And for Miami, this should be its moment. The Heat is well positioned to win a championship during a postseason in which no team has an aura of invincibility. LeBron James, 26, Dwyane Wade, 29, and Chris Bosh, 27, give the Heat the young star power needed for what it was built to accomplish.
Forget about Miami’s occasional struggles in the previous 82-game marathon. Now, it’s a sprint to 16 victories.
The faster format better suits Miami’s front-heavy roster. The Big Three wasn’t good enough to make Miami the league’s best team in the regular season — but the trio could put the Heat on top at the end.
James scored 29 points Monday night, Bosh contributed 21 points and 11 rebounds and Wade added 14 points to help the Heat take a 2-0 series lead against Philadelphia.
No surprises. Just too much skill for the 76ers to overcome at a time of year when coaches no longer worry as much about managing minutes, referees generally call fewer fouls and the stage is too big for some.
Chicago — the Eastern Conference’s top-seeded team — rallied to overcome a late deficit against eighth-seeded Indiana in its first game. Third-seeded Boston needed a three-pointer from Ray Allen, the game’s all-time leader in threes, to hold off New York.
San Antonio and Los Angeles — the Western Conference’s Nos. 1 and 2 teams — lost on their home courts. It marked the first time since 1984 that the top two seeds from the same conference lost playoff openers.
The Spurs, Lakers and Celtics are old teams, albeit still talented ones. Derrick Rose, 22, who’s expected to win the most valuable player award, leads the rising Bulls, but the Heat is the only team with three superstars under 30.
Although Kobe Bryant supporters would disagree, James is the league’s most talented player. Just ask NBA officials.
Wade is widely considered a top-five performer and Bosh is among the elite as well. The Heat’s overall lack of talent and depth behind them was the biggest factor in a season-high five-game losing streak spanning late February and early March.

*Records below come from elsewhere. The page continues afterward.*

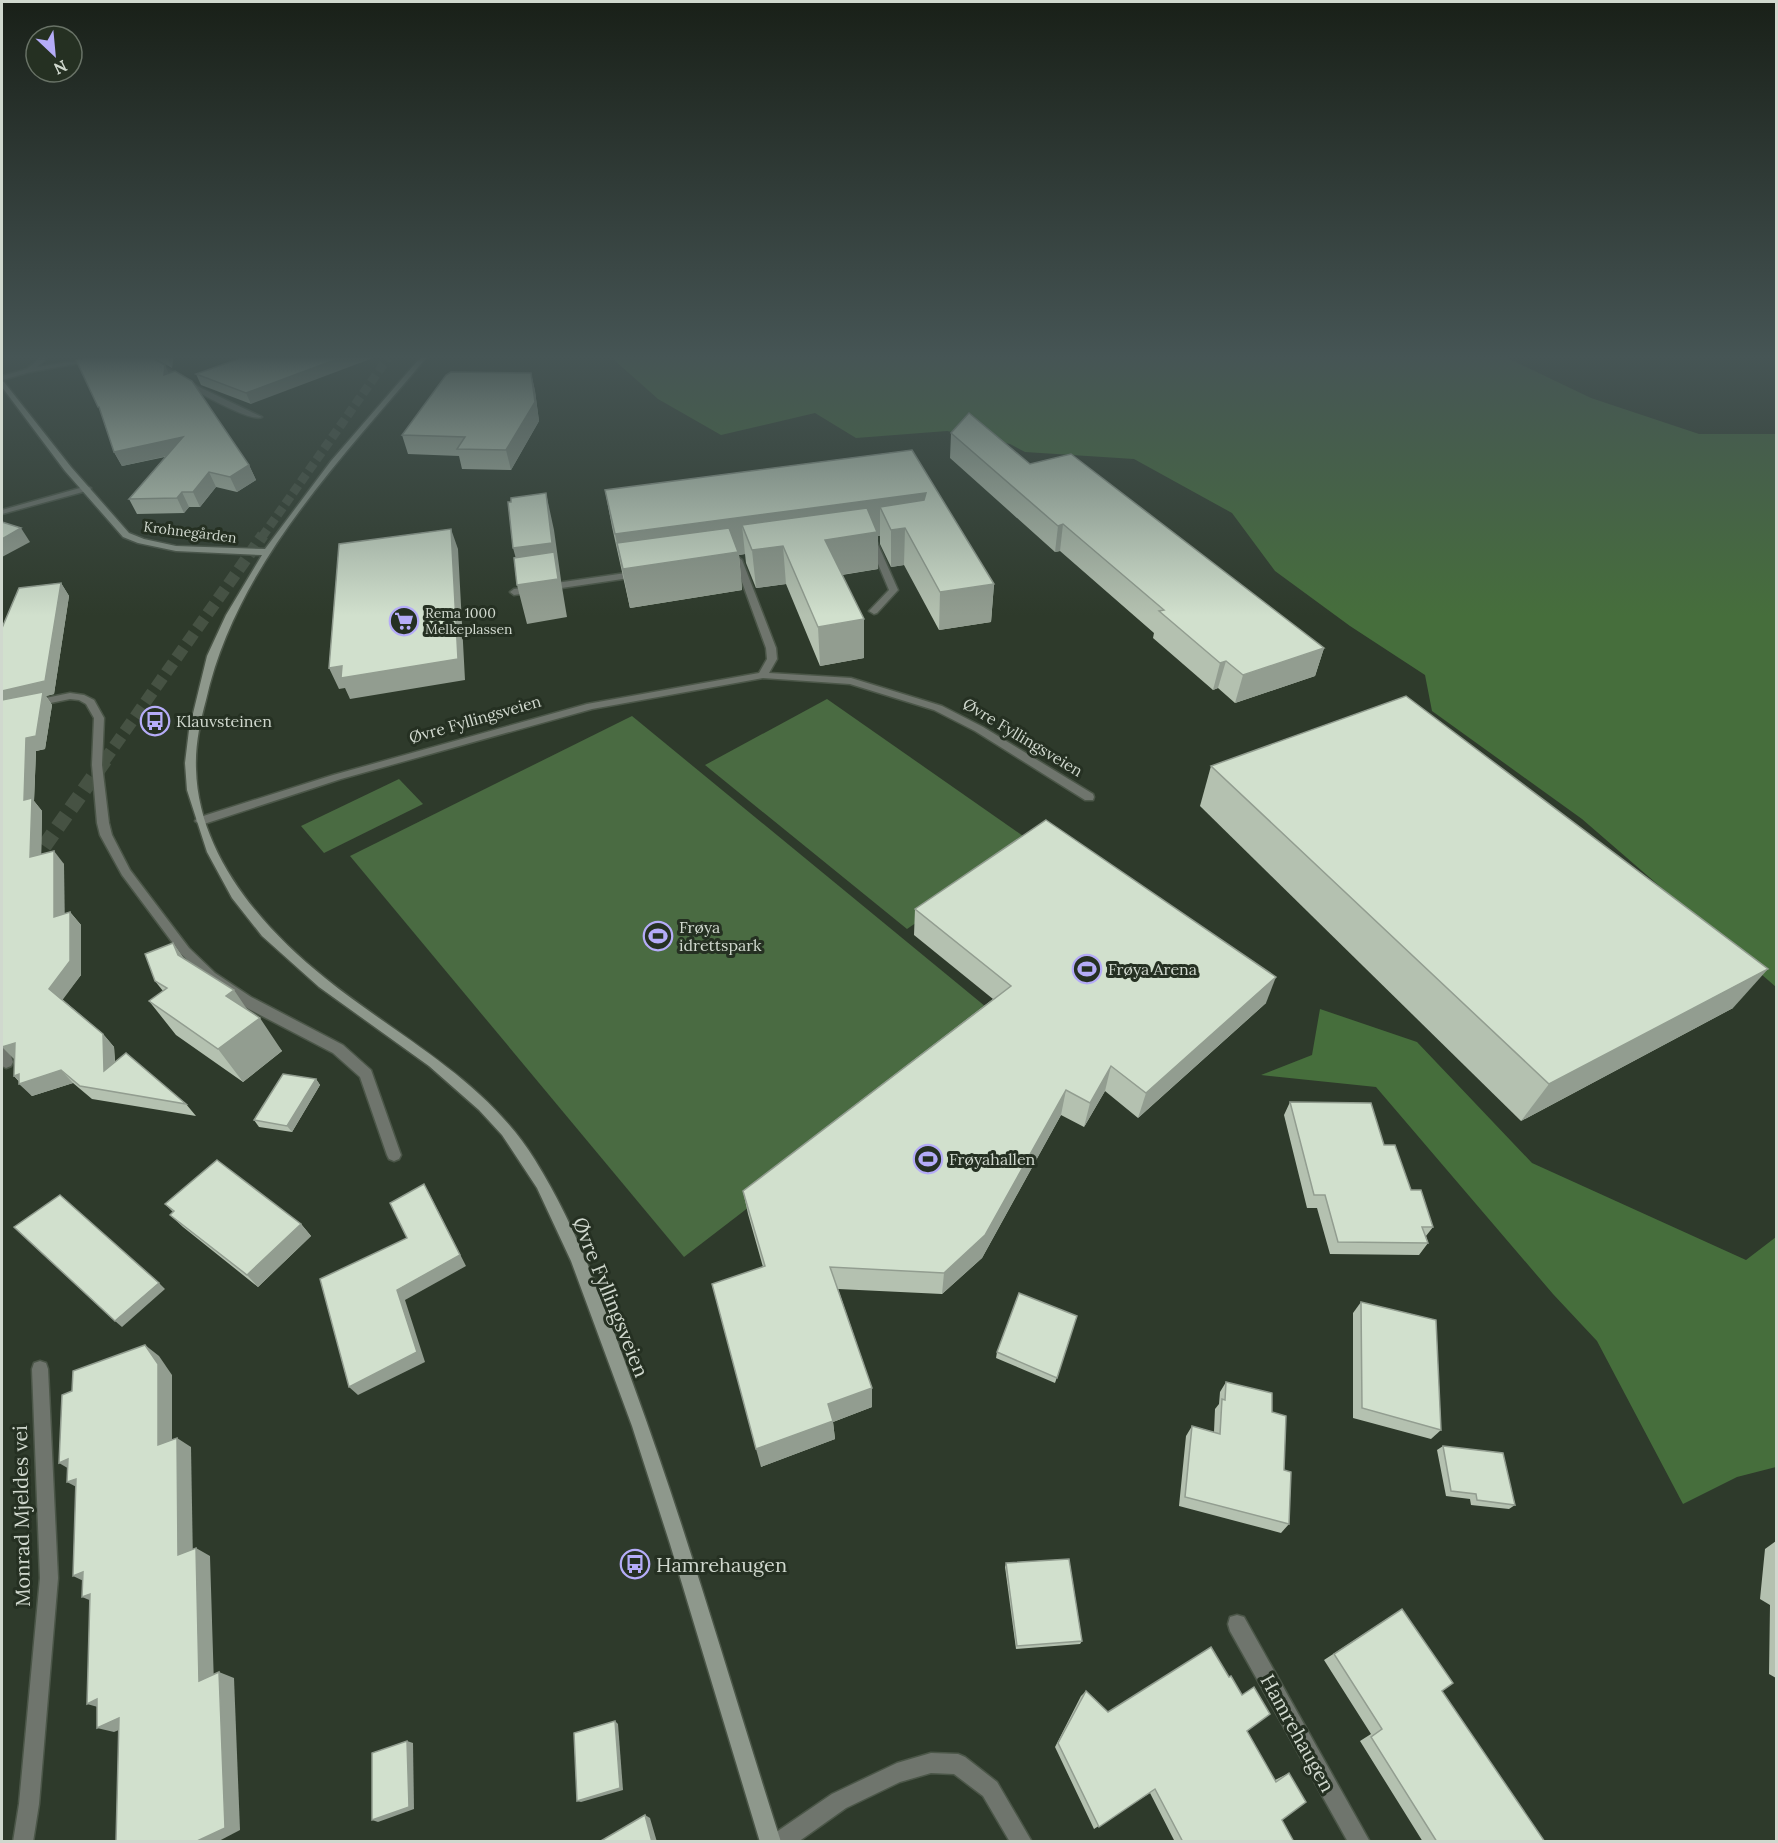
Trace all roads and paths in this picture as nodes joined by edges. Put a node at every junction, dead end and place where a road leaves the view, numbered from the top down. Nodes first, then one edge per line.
1 (49, 444) edge
2 (351, 444) edge
3 (87, 488) junction
4 (2, 512) edge
5 (861, 542) edge
6 (268, 552) junction
7 (749, 558) edge
8 (738, 560) junction
9 (726, 561) edge
10 (648, 573) edge
11 (514, 592) edge
12 (874, 611) dead end
13 (763, 675) junction
14 (2, 710) edge
15 (1089, 797) dead end
16 (201, 821) junction
17 (2, 1048) edge
18 (6, 1062) edge
19 (394, 1155) dead end
20 (40, 1369) dead end
21 (1237, 1624) dead end
22 (23, 1842) edge
23 (771, 1842) edge
24 (779, 1842) edge
25 (1022, 1842) edge
26 (1360, 1842) edge

1 - 3 main road, Krohnegården
2 - 6 main road, Øvre Fyllingsveien
3 - 4 street
3 - 6 main road, Krohnegården
5 - 12 street
6 - 16 main road, Øvre Fyllingsveien
7 - 8 street
8 - 9 street
8 - 13 street
10 - 11 street
13 - 15 street, Øvre Fyllingsveien
13 - 16 street, Øvre Fyllingsveien
14 - 19 street
16 - 23 main road, Øvre Fyllingsveien
17 - 18 street
20 - 22 street, Monrad Mjeldes vei
21 - 26 street, Hamrehaugen
24 - 25 street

The losing stirred increased media coverage of the league’s most scrutinized franchise, and hope of a complete collapse among Miami’s detractors.

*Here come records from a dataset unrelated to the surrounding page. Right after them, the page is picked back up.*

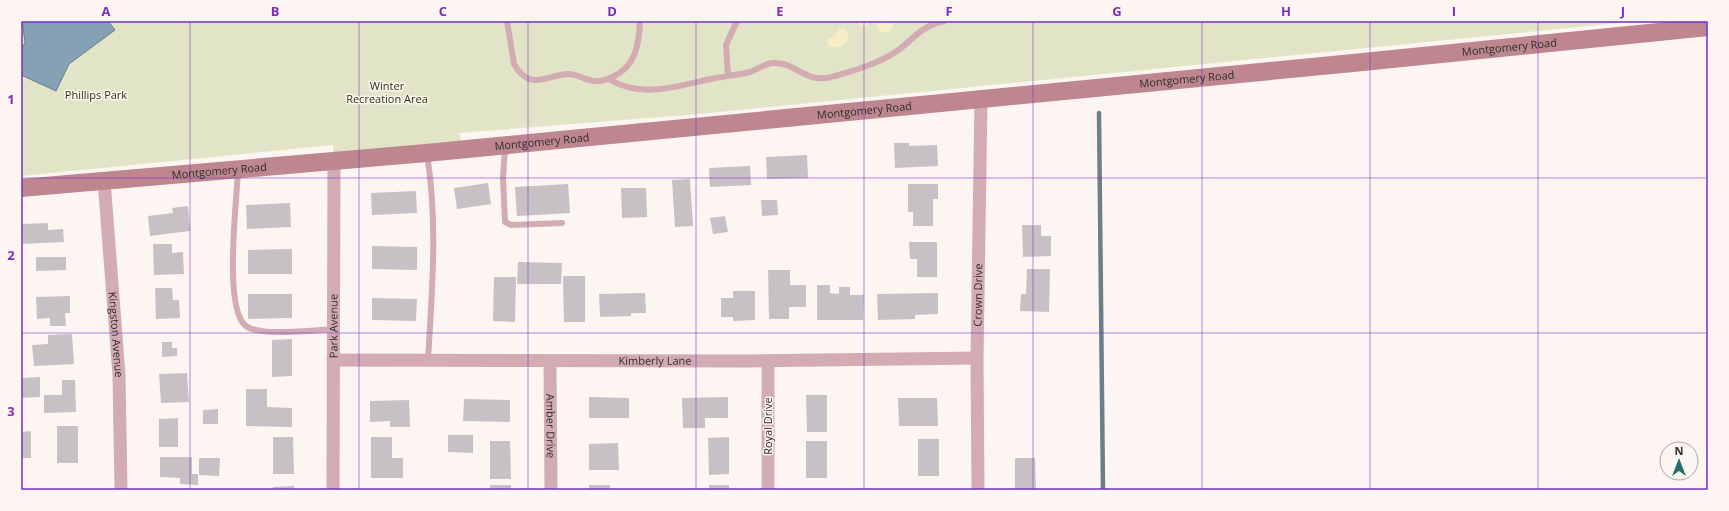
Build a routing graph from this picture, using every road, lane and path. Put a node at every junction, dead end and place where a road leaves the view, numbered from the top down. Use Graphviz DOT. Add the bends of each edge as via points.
graph roads {
  1 [pos="507,21"];
  2 [pos="640,21"];
  3 [pos="737,21"];
  4 [pos="944,21"];
  5 [pos="1708,27"];
  6 [pos="728,75"];
  7 [pos="608,78"];
  8 [pos="981,99"];
  9 [pos="505,145"];
  10 [pos="426,152"];
  11 [pos="334,161"];
  12 [pos="238,169"];
  13 [pos="104,180"];
  14 [pos="21,188"];
  15 [pos="562,224"];
  16 [pos="334,329"];
  17 [pos="977,358"];
  18 [pos="333,360"];
  19 [pos="428,360"];
  20 [pos="768,361"];
  21 [pos="550,362"];
  22 [pos="121,490"];
  23 [pos="333,490"];
  24 [pos="551,490"];
  25 [pos="768,490"];
  26 [pos="978,490"];
  1 -- 7 [label="lane" via="514,64 517,70 531,80 571,74 594,81"];
  2 -- 7 [label="lane" via="640,38 634,58 625,69"];
  3 -- 6 [label="lane" via="726,45"];
  4 -- 6 [label="lane" via="923,28 904,46 886,58 831,78 812,78 790,66 777,63 764,65 750,72"];
  5 -- 8 [label="street, Montgomery Road"];
  6 -- 7 [label="lane" via="678,87 649,90 621,84"];
  8 -- 9 [label="street, Montgomery Road"];
  8 -- 17 [label="street, Crown Drive"];
  9 -- 10 [label="street, Montgomery Road"];
  9 -- 15 [label="lane" via="505,222 511,225"];
  10 -- 11 [label="street, Montgomery Road"];
  10 -- 19 [label="lane" via="433,210"];
  11 -- 12 [label="street, Montgomery Road"];
  11 -- 16 [label="street, Park Avenue"];
  12 -- 13 [label="street, Montgomery Road"];
  12 -- 16 [label="lane" via="233,293 240,320 247,326 262,331"];
  13 -- 14 [label="street, Montgomery Road"];
  13 -- 22 [label="street, Kingston Avenue" via="119,375"];
  16 -- 18 [label="street, Park Avenue"];
  17 -- 20 [label="street, Kimberly Lane"];
  17 -- 26 [label="street, Crown Drive"];
  18 -- 19 [label="street, Kimberly Lane"];
  18 -- 23 [label="street, Park Avenue"];
  19 -- 21 [label="street, Kimberly Lane"];
  20 -- 21 [label="street, Kimberly Lane"];
  20 -- 25 [label="street, Royal Drive"];
  21 -- 24 [label="street, Amber Drive"];
}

There’s still a lot of resentment and jealously in the league toward Miami because of James’s poorly handled exit from Cleveland and team President Pat Riley’s success in luring James and Bosh to the Heat last summer while also retaining Wade. But instead of fading, Miami finished 15-3.
The impressive stretch raised the Heat’s confidence level to “an all-time high,” James said recently. “Everyone is comfortable. Everyone knows their role and we know what’s our identity. And that’s playing together.”